City workers along the mid-Yukon-Kuskokwim Delta coast are frustrated. The extreme ice pack encasing a GCI tower has been slowing down, or simply cutting off their work for more than a month. KYUK managed to check in with a few communities while phones were connecting to see how they were doing.
Lori Hill is worried. She’s the bookkeeper for the City of Hooper Bay, and her deadline for submitting a quarterly grant report is coming up.
“The internet has been going on and off, and it’s ruining our paperwork,” she says.
If that paperwork isn’t submitted on time, that could hurt Hooper Bay’s ability to get funding in the future.
Chevak has a similar headache. The internet sometimes connects for only 15 minutes out of the work day. City Administrator Dennis Jones says these constant internet outages are threatening the mayor’s ability to submit a grant application on time. The funding would convert their old health clinic into a hotel.
“What should have taken him less than three or four hours," Jones said, "went on for, like, I don’t know how many days.”
Interruptions to phone and internet services started in mid-March. Thick ice began building up on the nearest GCI tower, causing services to go on and off for landlines, cell phones, data, and internet. The outages have grown more frequent, and when the internet and data are working, they’re slower than usual.

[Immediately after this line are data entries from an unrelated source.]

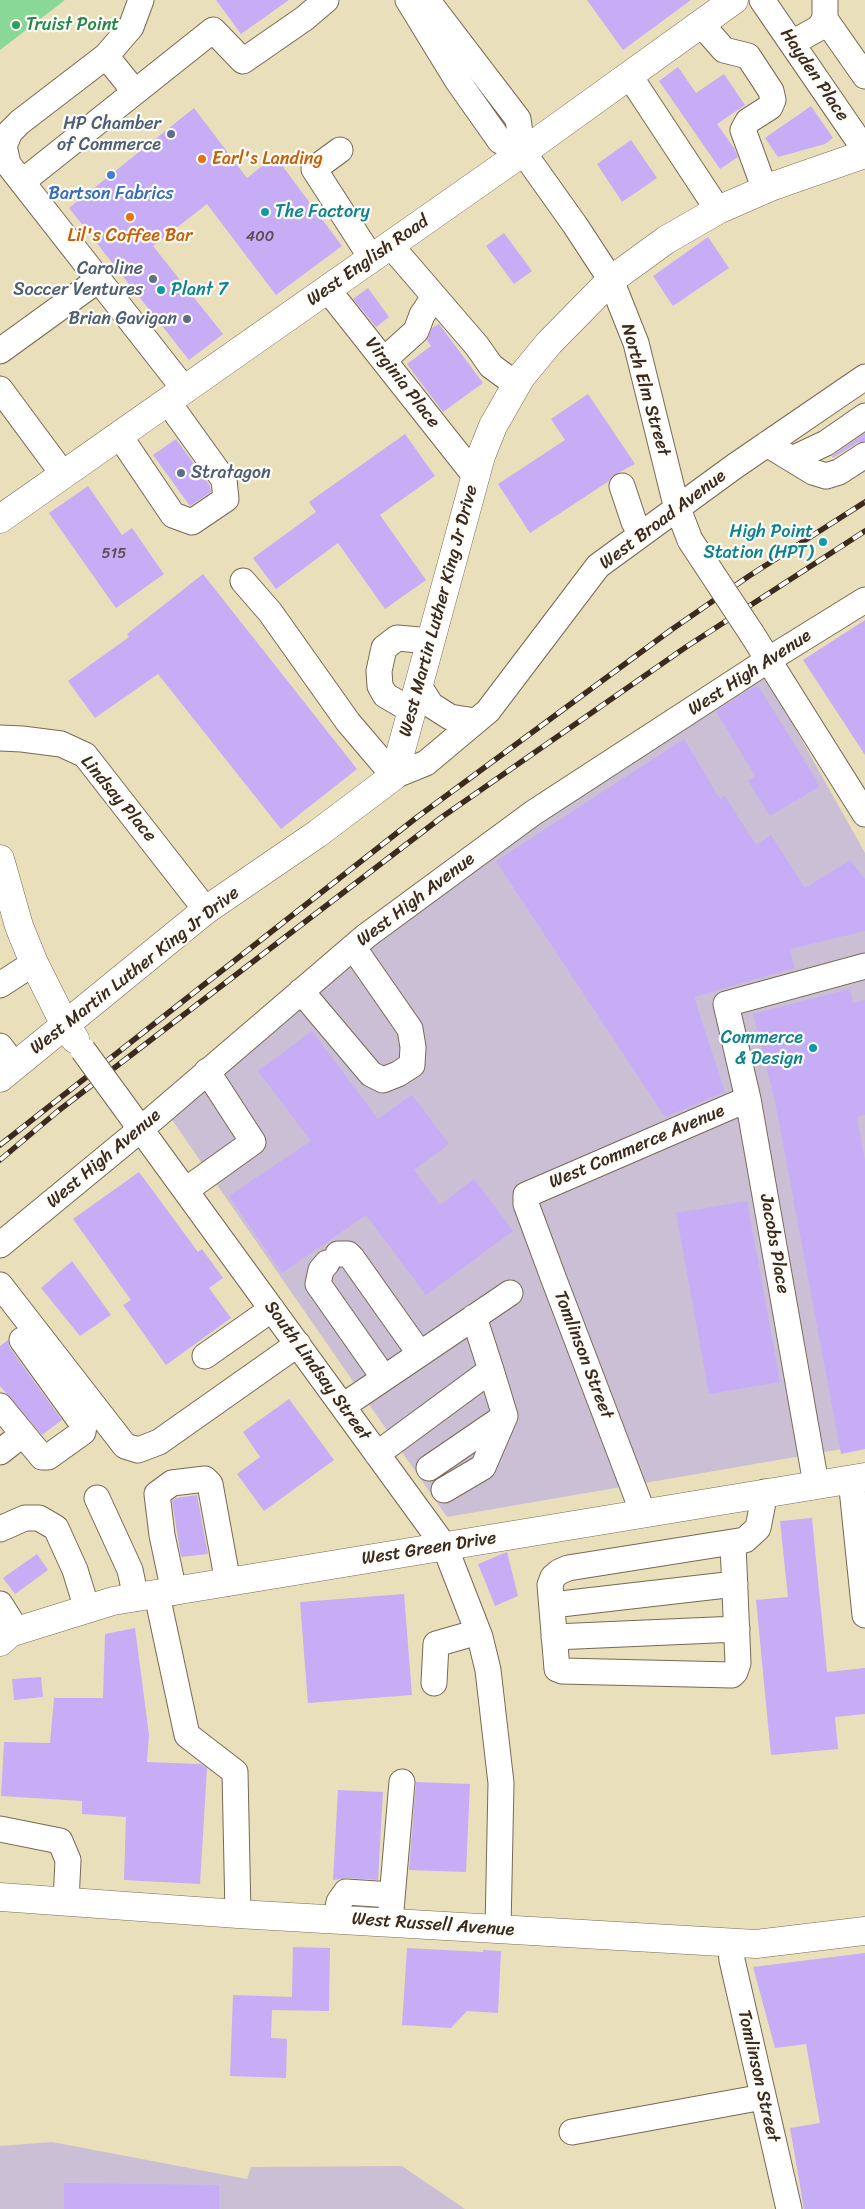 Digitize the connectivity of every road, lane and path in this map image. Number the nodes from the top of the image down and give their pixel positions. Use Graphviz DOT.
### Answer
graph roads {
  1 [pos="141,0"];
  2 [pos="326,0"];
  3 [pos="408,0"];
  4 [pos="427,0"];
  5 [pos="734,0"];
  6 [pos="762,0"];
  7 [pos="825,9"];
  8 [pos="701,24"];
  9 [pos="792,43"];
  10 [pos="106,56"];
  11 [pos="630,76"];
  12 [pos="865,76"];
  13 [pos="135,92"];
  14 [pos="340,150"];
  15 [pos="865,150"];
  16 [pos="523,152"];
  17 [pos="865,154"];
  18 [pos="22,182"];
  19 [pos="765,190"];
  20 [pos="718,210"];
  21 [pos="382,252"];
  22 [pos="98,280"];
  23 [pos="611,280"];
  24 [pos="328,290"];
  25 [pos="434,297"];
  26 [pos="0,351"];
  27 [pos="384,360"];
  28 [pos="865,377"];
  29 [pos="517,385"];
  30 [pos="0,389"];
  31 [pos="176,396"];
  32 [pos="865,416"];
  33 [pos="119,435"];
  34 [pos="767,444"];
  35 [pos="865,455"];
  36 [pos="792,459"];
  37 [pos="63,474"];
  38 [pos="476,477"];
  39 [pos="622,486"];
  40 [pos="678,508"];
  41 [pos="0,519"];
  42 [pos="641,534"];
  43 [pos="242,582"];
  44 [pos="865,600"];
  45 [pos="431,641"];
  46 [pos="768,660"];
  47 [pos="415,699"];
  48 [pos="475,721"];
  49 [pos="0,738"];
  50 [pos="394,776"];
  51 [pos="865,814"];
  52 [pos="0,859"];
  53 [pos="206,910"];
  54 [pos="353,947"];
  55 [pos="34,963"];
  56 [pos="865,966"];
  57 [pos="0,986"];
  58 [pos="301,991"];
  59 [pos="65,1025"];
  60 [pos="84,1050"];
  61 [pos="5,1064"];
  62 [pos="207,1071"];
  63 [pos="748,1100"];
  64 [pos="141,1129"];
  65 [pos="186,1190"];
  66 [pos="526,1195"];
  67 [pos="0,1245"];
  68 [pos="0,1285"];
  69 [pos="510,1293"];
  70 [pos="272,1309"];
  71 [pos="0,1310"];
  72 [pos="474,1317"];
  73 [pos="298,1344"];
  74 [pos="420,1354"];
  75 [pos="205,1356"];
  76 [pos="491,1370"];
  77 [pos="384,1378"];
  78 [pos="0,1406"];
  79 [pos="343,1406"];
  80 [pos="506,1416"];
  81 [pos="23,1434"];
  82 [pos="0,1452"];
  83 [pos="377,1454"];
  84 [pos="429,1468"];
  85 [pos="816,1484"];
  86 [pos="444,1490"];
  87 [pos="859,1491"];
  88 [pos="766,1492"];
  89 [pos="98,1498"];
  90 [pos="643,1513"];
  91 [pos="0,1528"];
  92 [pos="733,1544"];
  93 [pos="445,1547"];
  94 [pos="228,1583"];
  95 [pos="735,1584"];
  96 [pos="155,1595"];
  97 [pos="0,1604"];
  98 [pos="552,1606"];
  99 [pos="87,1609"];
  100 [pos="865,1616"];
  101 [pos="737,1629"];
  102 [pos="478,1632"];
  103 [pos="9,1636"];
  104 [pos="554,1637"];
  105 [pos="434,1683"];
  106 [pos="402,1782"];
  107 [pos="0,1829"];
  108 [pos="392,1894"];
  109 [pos="0,1898"];
  110 [pos="66,1902"];
  111 [pos="238,1914"];
  112 [pos="336,1918"];
  113 [pos="390,1922"];
  114 [pos="498,1928"];
  115 [pos="865,1931"];
  116 [pos="730,1943"];
  117 [pos="763,2097"];
  118 [pos="572,2132"];
  119 [pos="789,2209"];
  1 -- 10 [label="street"];
  2 -- 13 [label="street"];
  3 -- 16 [label="street, North Elm Street"];
  4 -- 16 [label="street, North Elm Street"];
  5 -- 8 [label="main road, West English Road"];
  6 -- 9 [label="street, Hayden Place"];
  7 -- 9 [label="street"];
  7 -- 12 [label="street"];
  8 -- 11 [label="main road, West English Road"];
  8 -- 19 [label="street"];
  9 -- 15 [label="street, Hayden Place"];
  10 -- 13 [label="street"];
  10 -- 18 [label="street"];
  11 -- 16 [label="main road, West English Road"];
  11 -- 20 [label="street"];
  13 -- 18 [label="street"];
  14 -- 21 [label="street"];
  16 -- 21 [label="main road, West English Road"];
  16 -- 23 [label="street, North Elm Street"];
  17 -- 19 [label="main road, West Martin Luther King Jr Drive"];
  18 -- 22 [label="street"];
  19 -- 20 [label="main road, West Martin Luther King Jr Drive"];
  20 -- 23 [label="main road, West Martin Luther King Jr Drive"];
  21 -- 24 [label="main road, West English Road"];
  21 -- 25 [label="street"];
  22 -- 26 [label="street"];
  22 -- 31 [label="street"];
  23 -- 29 [label="main road, West Martin Luther King Jr Drive"];
  23 -- 40 [label="street, North Elm Street"];
  24 -- 27 [label="street, Virginia Place"];
  24 -- 31 [label="main road, West English Road"];
  25 -- 27 [label="street"];
  25 -- 29 [label="street"];
  27 -- 38 [label="street, Virginia Place"];
  28 -- 34 [label="street, West Broad Avenue"];
  29 -- 38 [label="main road, West Martin Luther King Jr Drive"];
  30 -- 37 [label="street"];
  31 -- 33 [label="main road, West English Road"];
  31 -- 33 [label="street"];
  32 -- 36 [label="street"];
  33 -- 37 [label="main road, West English Road"];
  34 -- 36 [label="street"];
  34 -- 40 [label="street, West Broad Avenue"];
  35 -- 36 [label="street"];
  37 -- 41 [label="main road, West English Road"];
  38 -- 45 [label="main road, West Martin Luther King Jr Drive"];
  39 -- 42 [label="street"];
  40 -- 42 [label="street, West Broad Avenue"];
  40 -- 46 [label="street, North Elm Street, bridge"];
  42 -- 48 [label="street, West Broad Avenue"];
  43 -- 50 [label="street"];
  44 -- 46 [label="street, West High Avenue"];
  45 -- 47 [label="main road, West Martin Luther King Jr Drive"];
  45 -- 47 [label="street"];
  46 -- 51 [label="street, North Elm Street"];
  46 -- 54 [label="street, West High Avenue"];
  47 -- 48 [label="street"];
  47 -- 50 [label="main road, West Martin Luther King Jr Drive"];
  48 -- 50 [label="street, West Broad Avenue"];
  49 -- 53 [label="street, Lindsay Place"];
  50 -- 53 [label="main road, West Martin Luther King Jr Drive"];
  52 -- 55 [label="main road, South Lindsay Street"];
  53 -- 59 [label="main road, West Martin Luther King Jr Drive"];
  54 -- 58 [label="street, West High Avenue"];
  54 -- 58 [label="street"];
  55 -- 57 [label="street"];
  55 -- 59 [label="main road, South Lindsay Street"];
  56 -- 63 [label="street, Jacobs Place"];
  58 -- 62 [label="street, West High Avenue"];
  59 -- 60 [label="main road, South Lindsay Street"];
  59 -- 61 [label="main road, West Martin Luther King Jr Drive"];
  60 -- 64 [label="street, South Lindsay Street, bridge"];
  62 -- 64 [label="street, West High Avenue"];
  62 -- 65 [label="street"];
  63 -- 66 [label="street, West Commerce Avenue"];
  63 -- 85 [label="street, Jacobs Place"];
  64 -- 65 [label="street, South Lindsay Street"];
  64 -- 67 [label="street, West High Avenue"];
  65 -- 70 [label="street, South Lindsay Street"];
  66 -- 90 [label="street, Tomlinson Street"];
  68 -- 73 [label="street"];
  69 -- 72 [label="street"];
  70 -- 73 [label="street, South Lindsay Street"];
  70 -- 75 [label="street"];
  71 -- 81 [label="street"];
  72 -- 74 [label="street"];
  72 -- 76 [label="street"];
  73 -- 79 [label="street, South Lindsay Street"];
  74 -- 77 [label="street"];
  74 -- 77 [label="street"];
  76 -- 80 [label="street"];
  76 -- 83 [label="street"];
  77 -- 79 [label="street"];
  78 -- 81 [label="street"];
  79 -- 83 [label="street, South Lindsay Street"];
  80 -- 84 [label="street"];
  80 -- 86 [label="street"];
  81 -- 82 [label="street"];
  83 -- 93 [label="street, South Lindsay Street"];
  85 -- 87 [label="main road, West Green Drive"];
  85 -- 88 [label="main road, West Green Drive"];
  87 -- 100 [label="street"];
  88 -- 90 [label="main road, West Green Drive"];
  88 -- 92 [label="street"];
  89 -- 96 [label="street"];
  90 -- 93 [label="main road, West Green Drive"];
  91 -- 99 [label="street"];
  92 -- 95 [label="street"];
  92 -- 98 [label="street"];
  93 -- 94 [label="main road, West Green Drive"];
  93 -- 102 [label="street, South Lindsay Street"];
  94 -- 96 [label="main road, West Green Drive"];
  94 -- 96 [label="street"];
  95 -- 98 [label="street"];
  95 -- 101 [label="street"];
  96 -- 99 [label="main road, West Green Drive"];
  96 -- 111 [label="street"];
  97 -- 103 [label="street"];
  98 -- 104 [label="street"];
  99 -- 103 [label="main road, West Green Drive"];
  101 -- 104 [label="street"];
  101 -- 104 [label="street"];
  102 -- 105 [label="street"];
  102 -- 114 [label="street, South Lindsay Street"];
  106 -- 108 [label="street"];
  107 -- 110 [label="street"];
  108 -- 112 [label="street"];
  108 -- 113 [label="street"];
  109 -- 110 [label="main road, West Russell Avenue"];
  110 -- 111 [label="main road, West Russell Avenue"];
  111 -- 112 [label="main road, West Russell Avenue"];
  112 -- 113 [label="main road, West Russell Avenue"];
  113 -- 114 [label="main road, West Russell Avenue"];
  114 -- 116 [label="main road, West Russell Avenue"];
  115 -- 116 [label="main road, West Russell Avenue"];
  116 -- 117 [label="street, Tomlinson Street"];
  117 -- 118 [label="street"];
  117 -- 119 [label="street, Tomlinson Street"];
}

Last Wednesday, the tower completely shut down communication in and out of Chevak and Hooper Bay. Scammon Bay City Administrator Larson Hunter said that weird effects continued throughout the week when people called the city office.
“We’d get dead air and on their end it’d be, like, a screeching,” he said.
Cell phones could only connect with cell phones and landlines with landlines, which of course caused problems.
“The majority of the businesses are landline based," Hunter explained, "and most of the customers or residents are cell phone based.”
The Scammon Bay clinic and school have been improvising by using VHF radio to announce cell phone numbers for people to call.
Lori Hill in Hooper Bay is concerned about people’s ability to call for help in an emergency. She says that for the last couple of days, her cell phone has been able to text, but not make or receive calls or use data.
“The only way we can call for help is through a VHF," Hill said. "Or we just run to wherever the closest landline phone is.”
But few people have these reliable communication methods in their homes, and being dependent on only one provider increases their vulnerability.
GCI says that they’re working to fix the problems by installing a satellite dish as a temporary fix until technicians can approach the iced-over tower.